The incidence of certain cancers also declined in younger adults. Specifically, rates of liver, oral, esophageal, and stomach cancers decreased in younger adults in more than half of countries assessed, with median AAPCs of -0.14% for liver, -0.42% for oral, -0.92% for esophageal, and -1.62% for stomach cancers.

Over half of countries also saw declining rates of stomach (median AAPC, -2.05%) and esophageal (median AAPC, -0.25%) cancers among older adults, while rates of liver and oral cancers increased in older individuals (median AAPC, 2.17% and 0.49%, respectively).

For gallbladder, pancreatic, and prostate cancers — three other cancers previously found to be increasing in younger adults — the researchers reported that incidence rates increased in younger adults in just over half of countries (median AAPCs, 3.2% for prostate cancer, 0.49% for gallbladder cancer, and 1% for pancreatic cancer). Incidence rates also often increased in older adults but to a lesser extent (median AAPCs, 0.75% for prostate cancer, -0.10% for gallbladder, and 0.96% for pancreatic cancer).

 

True Rise or Increased Scrutiny?

Why are cancer rates increasing?

“Understanding factors that contribute to the increase in incidence across the age spectrum was beyond the scope of the study,” editorialists Christopher Cann, MD, Fox Chase Cancer Center, and Efrat Dotan, MD, University of Pennsylvania Health System, both in Philadelphia, wrote.

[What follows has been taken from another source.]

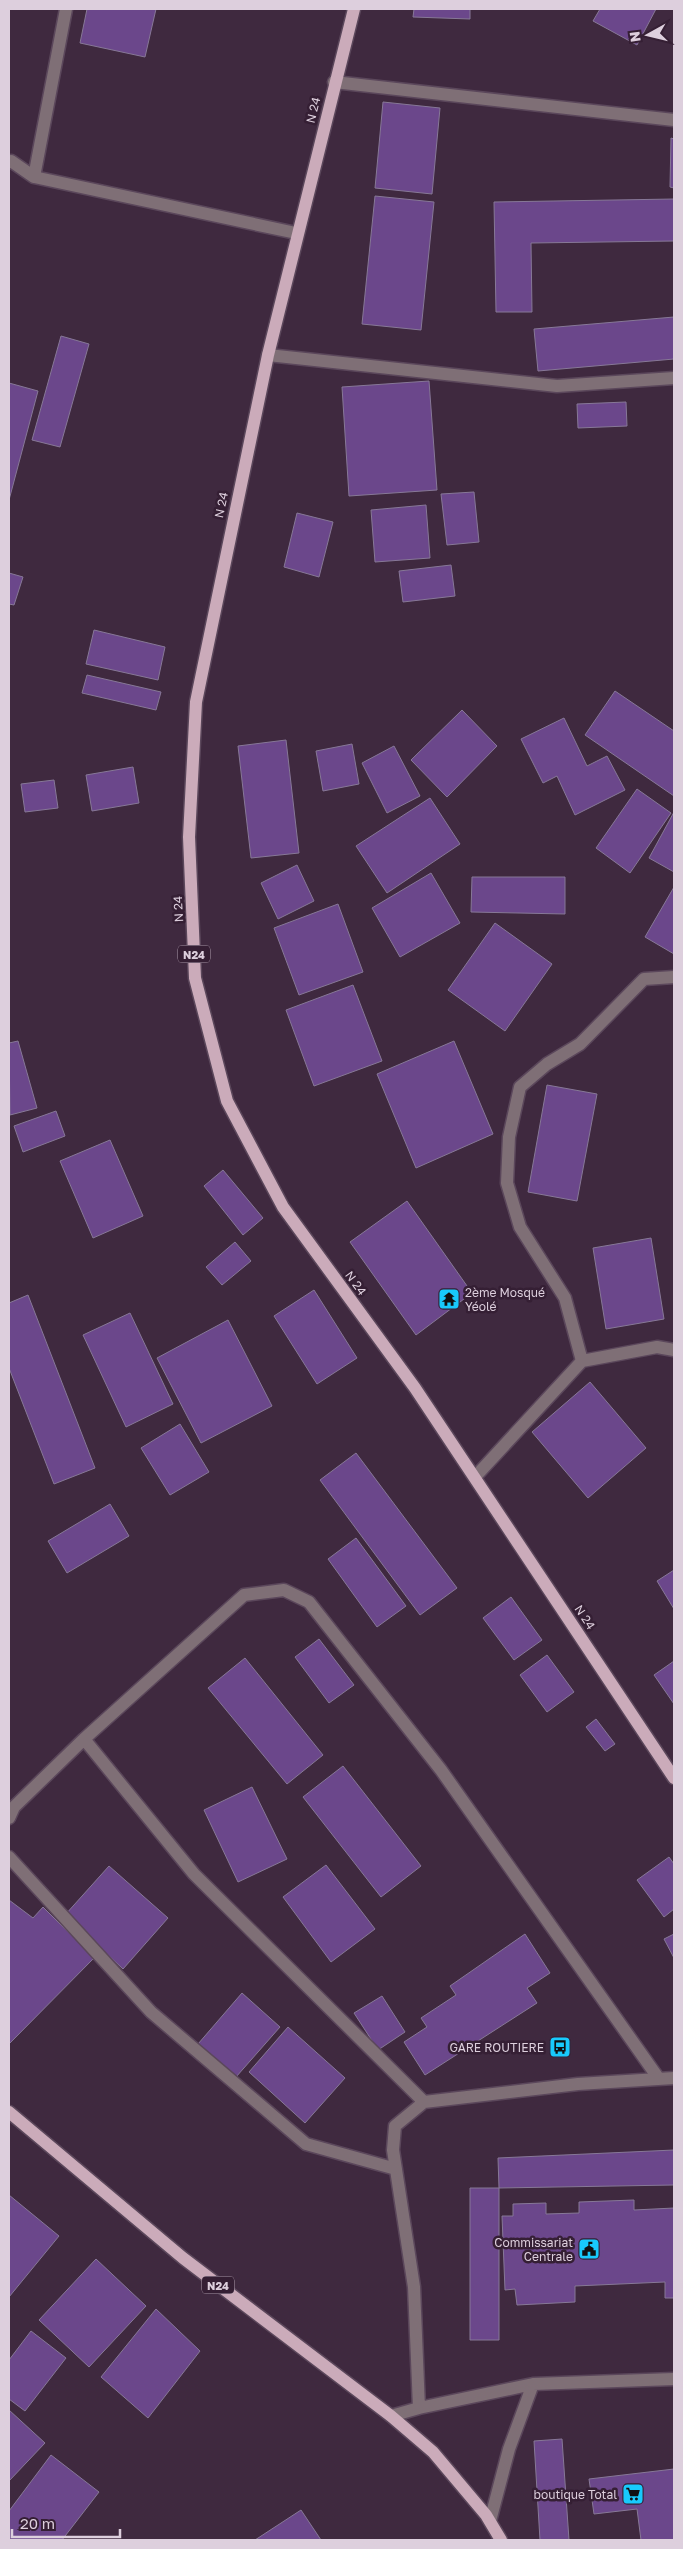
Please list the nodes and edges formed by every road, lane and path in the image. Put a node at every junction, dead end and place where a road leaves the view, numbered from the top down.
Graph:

Several studies have suggested that rising rates of obesity could help explain increasing cancer incidence, particularly in younger adults. In fact, “the cancers that we identified as increasing are all obesity-related cancers, including endometrial and kidney cancer,” Berrington de González said. However, so far, the evidence on this link remains unclear, she acknowledged.

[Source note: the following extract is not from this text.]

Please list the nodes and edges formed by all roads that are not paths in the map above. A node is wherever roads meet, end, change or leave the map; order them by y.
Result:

Weighing in on the study, Gilbert Welch, MD, Brigham and Women’s Hospital, Boston, told this news organization that it’s “critically important” to distinguish between two explanations for rising cancer incidence.

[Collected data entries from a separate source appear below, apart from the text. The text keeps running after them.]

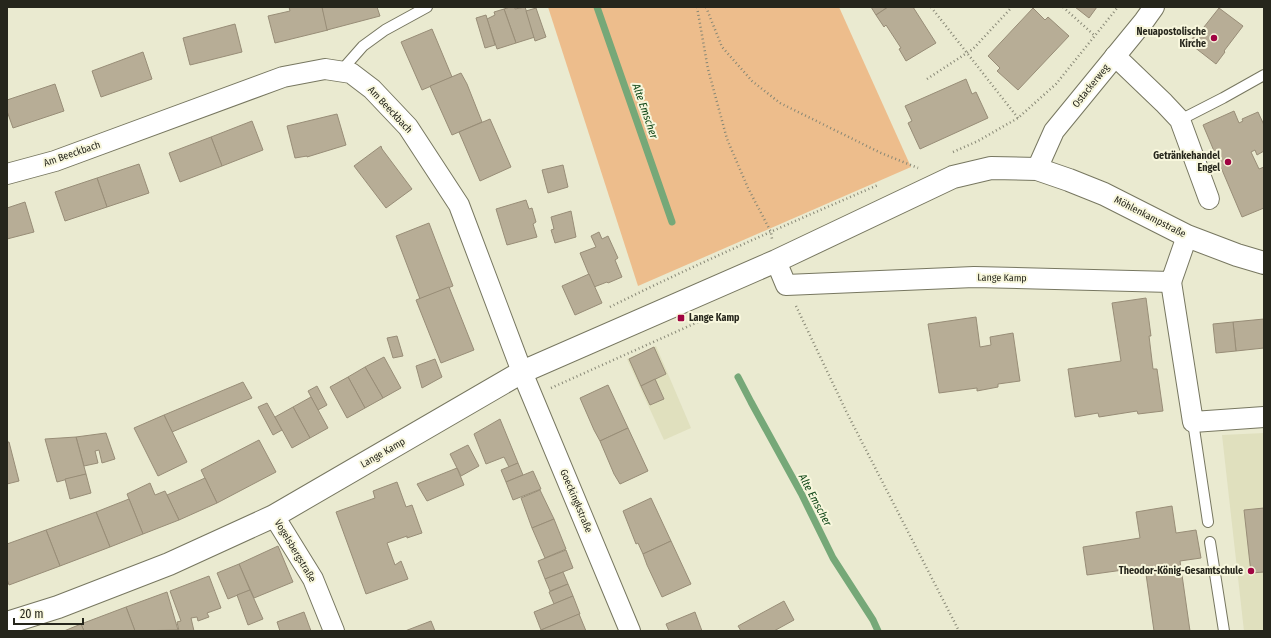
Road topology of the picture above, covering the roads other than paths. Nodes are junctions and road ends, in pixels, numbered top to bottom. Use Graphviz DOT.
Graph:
graph roads {
  1 [pos="427,7"];
  2 [pos="1154,7"];
  3 [pos="1115,56"];
  4 [pos="341,71"];
  5 [pos="1264,75"];
  6 [pos="1180,120"];
  7 [pos="1037,169"];
  8 [pos="7,174"];
  9 [pos="1209,198"];
  10 [pos="1187,236"];
  11 [pos="776,261"];
  12 [pos="1264,263"];
  13 [pos="1171,282"];
  14 [pos="522,372"];
  15 [pos="1264,417"];
  16 [pos="1193,422"];
  17 [pos="274,516"];
  18 [pos="1208,522"];
  19 [pos="1210,542"];
  20 [pos="7,623"];
  21 [pos="334,631"];
  22 [pos="630,631"];
  23 [pos="1224,631"];
  1 -- 4 [label="lane"];
  2 -- 3 [label="street, Ostackerweg"];
  3 -- 6 [label="street"];
  3 -- 7 [label="street, Ostackerweg"];
  4 -- 8 [label="street, Am Beeckbach"];
  4 -- 14 [label="street, Am Beeckbach"];
  5 -- 6 [label="lane"];
  6 -- 9 [label="street"];
  7 -- 10 [label="street, Möhlenkampstraße"];
  7 -- 11 [label="street, Lange Kamp"];
  10 -- 12 [label="street, Möhlenkampstraße"];
  10 -- 13 [label="street"];
  11 -- 13 [label="street, Lange Kamp"];
  11 -- 14 [label="street, Lange Kamp"];
  13 -- 16 [label="street"];
  14 -- 17 [label="street, Lange Kamp"];
  14 -- 22 [label="street, Goeckingkstraße"];
  15 -- 16 [label="street"];
  16 -- 18 [label="lane"];
  17 -- 20 [label="street, Lange Kamp"];
  17 -- 21 [label="street, Vogelsbergstraße"];
  19 -- 23 [label="lane"];
}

There may be an increase in the true occurrence of clinically meaningful cancer, which “warrants investigation into biologic explanations, better treatment, and perhaps more testing,” Welch said.

But it may instead reflect changes in diagnostic scrutiny. “Simply put, whenever we doctors look harder for cancer, we find more,” Welch said. “And there are lots of ways to look harder: testing more people, testing people more frequently, using tests with increasing ability to detect small irregularities, and using lower diagnostic thresholds for labeling these as cancer.”

If increased incidence is the result of greater diagnostic scrutiny, searching for biologic causes is bound to be unproductive and more testing will only aggravate the problem, he explained.

Welch pointed out that the fastest rising cancer in both younger and older adults was thyroid cancer (AAPC, ≥ 3%), which is “exquisitely sensitive” to diagnostic scrutiny.

Take what happened in South Korea. Around 2000, the government of South Korea started a national screening program for breast, colon, and stomach cancers. Doctors and hospitals often added on ultrasound scans for thyroid cancer for a small additional fee.

“A decade later the rate of thyroid cancer diagnosis had increased 15-fold, turning what was once a rare cancer into the most common cancer in Korea,” Welch said. “But the death rate from thyroid cancer did not change. This was not an epidemic of disease; this was an epidemic of diagnosis.”

Welch also noted that the study authors and editorialists put the finding in perspective by explaining that, despite the rising rates of certain cancers in younger adults, cancer remains rare in these adults.

Welch highlighted that, for younger adults in the US, cancer death rates in young adults have cut in half over the last 30 years. “Cancer accounts for only 10% of deaths in young people in the US — and that number is falling,” Welch said.

The study was funded by the Institute of Cancer Research and the National Institutes of Health Intramural Research Program. Disclosures for authors and editorial writers are available with the original articles. Welch reported receiving royalties from three books including “Should I be tested for cancer?”

A version of this article first appeared on Medscape.com.